G.E. Smith (Hall and Oates, Saturday Night Live) competently handles rhythm guitar and bass when Roger plays six-string. John Carin and Harry Waters (Roger’s son) take on keyboards and piano. Robbie Wyckoff provides the Gilmour-esque baritone vocals; and while a bit stiff, captures them with all the elegance and grace of Gilmour himself.
“Goodbye Blue Sky” and “Vera” were probably the most heartbreaking and beautiful moments of the film. If you can’t sit through “Vera” without tearing up then there is seriously something wrong with you! I challenge you!
“Mother” was another standout, featuring an intimate performance from Roger on acoustic guitar, hauntingly synced up to an old black and white video of him playing the same song from the 1980 tour. The juxtaposition was too perfect, and of no coincidence – the grainy video above the stage showed a young, arrogant, domineering (and utterly genius) bandleader playing in sharp contrast to the much older, lighthearted and good-humored man on stage below. And while Roger hastily reveals later in the film that he’s torn down many of his personal walls, he defeatedly admits he still hasn’t torn down all of them. Damn. Who can’t relate to that?
Overall, the songs are very well done, and minimal artistic license is taken with the exception of a few personal flares here and there.
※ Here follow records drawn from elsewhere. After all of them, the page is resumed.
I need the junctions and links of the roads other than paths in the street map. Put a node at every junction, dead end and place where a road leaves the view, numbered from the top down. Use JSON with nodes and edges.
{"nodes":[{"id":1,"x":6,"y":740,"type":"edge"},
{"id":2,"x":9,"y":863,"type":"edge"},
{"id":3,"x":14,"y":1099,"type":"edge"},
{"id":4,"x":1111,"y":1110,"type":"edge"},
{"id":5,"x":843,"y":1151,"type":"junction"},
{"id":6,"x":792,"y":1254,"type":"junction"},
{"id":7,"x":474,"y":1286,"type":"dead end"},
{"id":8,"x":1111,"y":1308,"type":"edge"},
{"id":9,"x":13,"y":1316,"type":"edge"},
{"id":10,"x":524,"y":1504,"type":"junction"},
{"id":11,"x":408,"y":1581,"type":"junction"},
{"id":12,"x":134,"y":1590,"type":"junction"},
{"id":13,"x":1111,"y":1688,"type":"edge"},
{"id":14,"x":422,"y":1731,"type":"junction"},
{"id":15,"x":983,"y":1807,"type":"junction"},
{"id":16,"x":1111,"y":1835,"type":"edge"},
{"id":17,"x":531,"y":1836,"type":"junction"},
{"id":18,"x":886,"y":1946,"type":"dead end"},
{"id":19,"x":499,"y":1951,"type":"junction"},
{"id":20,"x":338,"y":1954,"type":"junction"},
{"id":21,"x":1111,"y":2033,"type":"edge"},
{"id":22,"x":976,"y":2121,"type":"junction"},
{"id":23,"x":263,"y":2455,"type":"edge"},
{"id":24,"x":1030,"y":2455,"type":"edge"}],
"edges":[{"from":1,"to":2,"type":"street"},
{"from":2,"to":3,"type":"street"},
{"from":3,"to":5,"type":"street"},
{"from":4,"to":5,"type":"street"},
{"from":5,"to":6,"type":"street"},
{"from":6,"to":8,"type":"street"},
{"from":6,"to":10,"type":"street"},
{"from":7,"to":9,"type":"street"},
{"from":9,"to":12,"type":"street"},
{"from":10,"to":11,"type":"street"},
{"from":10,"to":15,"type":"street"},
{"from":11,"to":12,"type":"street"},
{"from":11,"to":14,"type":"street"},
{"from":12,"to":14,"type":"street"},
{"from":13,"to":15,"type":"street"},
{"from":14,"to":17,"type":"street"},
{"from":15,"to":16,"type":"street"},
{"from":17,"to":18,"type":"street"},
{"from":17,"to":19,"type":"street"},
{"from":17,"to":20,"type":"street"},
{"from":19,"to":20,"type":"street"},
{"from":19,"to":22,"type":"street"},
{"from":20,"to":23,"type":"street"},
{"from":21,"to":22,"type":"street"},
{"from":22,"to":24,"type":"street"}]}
Roger has always treated the album as a classical composition, and it shows. He has little tolerance for variation from the original studio recordings.
To both die-hard and “have-been” Pink Floyd fans alike, Roger Waters The Wall is a must-see. It is a audio/visual kick-in-the-ass guaranteed to make you re-think and rediscover what this album means to you. So if you need a break from the information firehose of Netflix TV show binging and want to get out and actually feel something, go see this movie in theaters on Sunday, October 18th.